Stored data entries
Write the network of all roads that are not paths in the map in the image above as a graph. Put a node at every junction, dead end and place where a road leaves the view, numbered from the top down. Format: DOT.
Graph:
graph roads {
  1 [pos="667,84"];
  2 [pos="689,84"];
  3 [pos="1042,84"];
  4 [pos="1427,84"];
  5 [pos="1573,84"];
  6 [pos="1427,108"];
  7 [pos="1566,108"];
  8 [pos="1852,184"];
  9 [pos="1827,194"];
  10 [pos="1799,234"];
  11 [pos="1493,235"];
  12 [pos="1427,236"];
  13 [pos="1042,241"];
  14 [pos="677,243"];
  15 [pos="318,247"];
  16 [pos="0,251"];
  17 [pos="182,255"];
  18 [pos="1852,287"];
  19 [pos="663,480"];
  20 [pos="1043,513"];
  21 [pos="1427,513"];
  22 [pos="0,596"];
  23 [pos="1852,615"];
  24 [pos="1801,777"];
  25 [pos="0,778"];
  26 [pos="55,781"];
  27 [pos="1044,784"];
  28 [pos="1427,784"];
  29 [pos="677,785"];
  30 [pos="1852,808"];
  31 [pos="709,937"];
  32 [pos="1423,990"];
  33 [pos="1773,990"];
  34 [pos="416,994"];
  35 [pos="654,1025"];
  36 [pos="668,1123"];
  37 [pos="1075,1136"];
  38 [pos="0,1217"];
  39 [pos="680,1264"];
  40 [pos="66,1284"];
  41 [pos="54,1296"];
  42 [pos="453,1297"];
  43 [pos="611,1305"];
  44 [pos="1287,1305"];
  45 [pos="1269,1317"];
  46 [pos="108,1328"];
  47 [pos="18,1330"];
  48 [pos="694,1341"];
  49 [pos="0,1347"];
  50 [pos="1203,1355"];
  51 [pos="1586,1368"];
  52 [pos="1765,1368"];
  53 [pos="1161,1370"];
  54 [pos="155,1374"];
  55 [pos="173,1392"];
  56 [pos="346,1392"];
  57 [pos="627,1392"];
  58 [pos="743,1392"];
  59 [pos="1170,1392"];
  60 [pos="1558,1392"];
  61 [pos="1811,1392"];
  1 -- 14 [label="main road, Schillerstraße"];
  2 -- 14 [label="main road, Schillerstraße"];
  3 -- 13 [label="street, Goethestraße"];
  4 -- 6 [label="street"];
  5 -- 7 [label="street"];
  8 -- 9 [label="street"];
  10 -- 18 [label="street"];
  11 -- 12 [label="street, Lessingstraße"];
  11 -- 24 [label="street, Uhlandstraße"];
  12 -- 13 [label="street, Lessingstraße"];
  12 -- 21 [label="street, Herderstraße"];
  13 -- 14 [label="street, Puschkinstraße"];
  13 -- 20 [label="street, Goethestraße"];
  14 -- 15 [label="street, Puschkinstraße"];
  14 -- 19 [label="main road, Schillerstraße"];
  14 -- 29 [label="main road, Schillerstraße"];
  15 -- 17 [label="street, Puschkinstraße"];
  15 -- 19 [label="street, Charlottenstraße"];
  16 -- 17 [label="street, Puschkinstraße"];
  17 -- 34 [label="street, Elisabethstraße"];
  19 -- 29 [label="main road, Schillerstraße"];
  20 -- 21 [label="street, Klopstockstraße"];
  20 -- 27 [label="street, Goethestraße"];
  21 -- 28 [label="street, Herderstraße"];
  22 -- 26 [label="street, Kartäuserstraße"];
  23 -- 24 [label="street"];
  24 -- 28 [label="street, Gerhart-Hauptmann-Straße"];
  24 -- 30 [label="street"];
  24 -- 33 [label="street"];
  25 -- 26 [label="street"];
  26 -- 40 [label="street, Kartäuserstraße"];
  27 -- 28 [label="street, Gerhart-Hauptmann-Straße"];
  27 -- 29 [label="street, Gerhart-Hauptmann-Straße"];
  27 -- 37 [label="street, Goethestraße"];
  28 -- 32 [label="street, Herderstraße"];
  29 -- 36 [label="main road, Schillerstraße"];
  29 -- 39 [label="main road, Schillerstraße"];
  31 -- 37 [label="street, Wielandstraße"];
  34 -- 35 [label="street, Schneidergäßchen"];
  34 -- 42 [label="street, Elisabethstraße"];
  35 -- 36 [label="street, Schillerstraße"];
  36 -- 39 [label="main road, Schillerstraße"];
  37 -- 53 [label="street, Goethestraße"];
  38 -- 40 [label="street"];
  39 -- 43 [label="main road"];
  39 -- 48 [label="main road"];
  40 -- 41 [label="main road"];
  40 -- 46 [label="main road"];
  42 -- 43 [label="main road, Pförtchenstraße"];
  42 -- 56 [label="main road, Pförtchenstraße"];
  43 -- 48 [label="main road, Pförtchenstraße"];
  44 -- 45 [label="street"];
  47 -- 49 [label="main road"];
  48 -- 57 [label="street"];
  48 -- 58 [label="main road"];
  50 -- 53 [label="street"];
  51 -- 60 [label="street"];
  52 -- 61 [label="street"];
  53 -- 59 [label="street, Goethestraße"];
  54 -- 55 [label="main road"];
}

* Task prompt
Please copy out each entry exactly as it appears above.

* Solution
Write the network of all roads that are not paths in the map in the image above as a graph. Put a node at every junction, dead end and place where a road leaves the view, numbered from the top down. Format: DOT.
Graph:
graph roads {
  1 [pos="667,84"];
  2 [pos="689,84"];
  3 [pos="1042,84"];
  4 [pos="1427,84"];
  5 [pos="1573,84"];
  6 [pos="1427,108"];
  7 [pos="1566,108"];
  8 [pos="1852,184"];
  9 [pos="1827,194"];
  10 [pos="1799,234"];
  11 [pos="1493,235"];
  12 [pos="1427,236"];
  13 [pos="1042,241"];
  14 [pos="677,243"];
  15 [pos="318,247"];
  16 [pos="0,251"];
  17 [pos="182,255"];
  18 [pos="1852,287"];
  19 [pos="663,480"];
  20 [pos="1043,513"];
  21 [pos="1427,513"];
  22 [pos="0,596"];
  23 [pos="1852,615"];
  24 [pos="1801,777"];
  25 [pos="0,778"];
  26 [pos="55,781"];
  27 [pos="1044,784"];
  28 [pos="1427,784"];
  29 [pos="677,785"];
  30 [pos="1852,808"];
  31 [pos="709,937"];
  32 [pos="1423,990"];
  33 [pos="1773,990"];
  34 [pos="416,994"];
  35 [pos="654,1025"];
  36 [pos="668,1123"];
  37 [pos="1075,1136"];
  38 [pos="0,1217"];
  39 [pos="680,1264"];
  40 [pos="66,1284"];
  41 [pos="54,1296"];
  42 [pos="453,1297"];
  43 [pos="611,1305"];
  44 [pos="1287,1305"];
  45 [pos="1269,1317"];
  46 [pos="108,1328"];
  47 [pos="18,1330"];
  48 [pos="694,1341"];
  49 [pos="0,1347"];
  50 [pos="1203,1355"];
  51 [pos="1586,1368"];
  52 [pos="1765,1368"];
  53 [pos="1161,1370"];
  54 [pos="155,1374"];
  55 [pos="173,1392"];
  56 [pos="346,1392"];
  57 [pos="627,1392"];
  58 [pos="743,1392"];
  59 [pos="1170,1392"];
  60 [pos="1558,1392"];
  61 [pos="1811,1392"];
  1 -- 14 [label="main road, Schillerstraße"];
  2 -- 14 [label="main road, Schillerstraße"];
  3 -- 13 [label="street, Goethestraße"];
  4 -- 6 [label="street"];
  5 -- 7 [label="street"];
  8 -- 9 [label="street"];
  10 -- 18 [label="street"];
  11 -- 12 [label="street, Lessingstraße"];
  11 -- 24 [label="street, Uhlandstraße"];
  12 -- 13 [label="street, Lessingstraße"];
  12 -- 21 [label="street, Herderstraße"];
  13 -- 14 [label="street, Puschkinstraße"];
  13 -- 20 [label="street, Goethestraße"];
  14 -- 15 [label="street, Puschkinstraße"];
  14 -- 19 [label="main road, Schillerstraße"];
  14 -- 29 [label="main road, Schillerstraße"];
  15 -- 17 [label="street, Puschkinstraße"];
  15 -- 19 [label="street, Charlottenstraße"];
  16 -- 17 [label="street, Puschkinstraße"];
  17 -- 34 [label="street, Elisabethstraße"];
  19 -- 29 [label="main road, Schillerstraße"];
  20 -- 21 [label="street, Klopstockstraße"];
  20 -- 27 [label="street, Goethestraße"];
  21 -- 28 [label="street, Herderstraße"];
  22 -- 26 [label="street, Kartäuserstraße"];
  23 -- 24 [label="street"];
  24 -- 28 [label="street, Gerhart-Hauptmann-Straße"];
  24 -- 30 [label="street"];
  24 -- 33 [label="street"];
  25 -- 26 [label="street"];
  26 -- 40 [label="street, Kartäuserstraße"];
  27 -- 28 [label="street, Gerhart-Hauptmann-Straße"];
  27 -- 29 [label="street, Gerhart-Hauptmann-Straße"];
  27 -- 37 [label="street, Goethestraße"];
  28 -- 32 [label="street, Herderstraße"];
  29 -- 36 [label="main road, Schillerstraße"];
  29 -- 39 [label="main road, Schillerstraße"];
  31 -- 37 [label="street, Wielandstraße"];
  34 -- 35 [label="street, Schneidergäßchen"];
  34 -- 42 [label="street, Elisabethstraße"];
  35 -- 36 [label="street, Schillerstraße"];
  36 -- 39 [label="main road, Schillerstraße"];
  37 -- 53 [label="street, Goethestraße"];
  38 -- 40 [label="street"];
  39 -- 43 [label="main road"];
  39 -- 48 [label="main road"];
  40 -- 41 [label="main road"];
  40 -- 46 [label="main road"];
  42 -- 43 [label="main road, Pförtchenstraße"];
  42 -- 56 [label="main road, Pförtchenstraße"];
  43 -- 48 [label="main road, Pförtchenstraße"];
  44 -- 45 [label="street"];
  47 -- 49 [label="main road"];
  48 -- 57 [label="street"];
  48 -- 58 [label="main road"];
  50 -- 53 [label="street"];
  51 -- 60 [label="street"];
  52 -- 61 [label="street"];
  53 -- 59 [label="street, Goethestraße"];
  54 -- 55 [label="main road"];
}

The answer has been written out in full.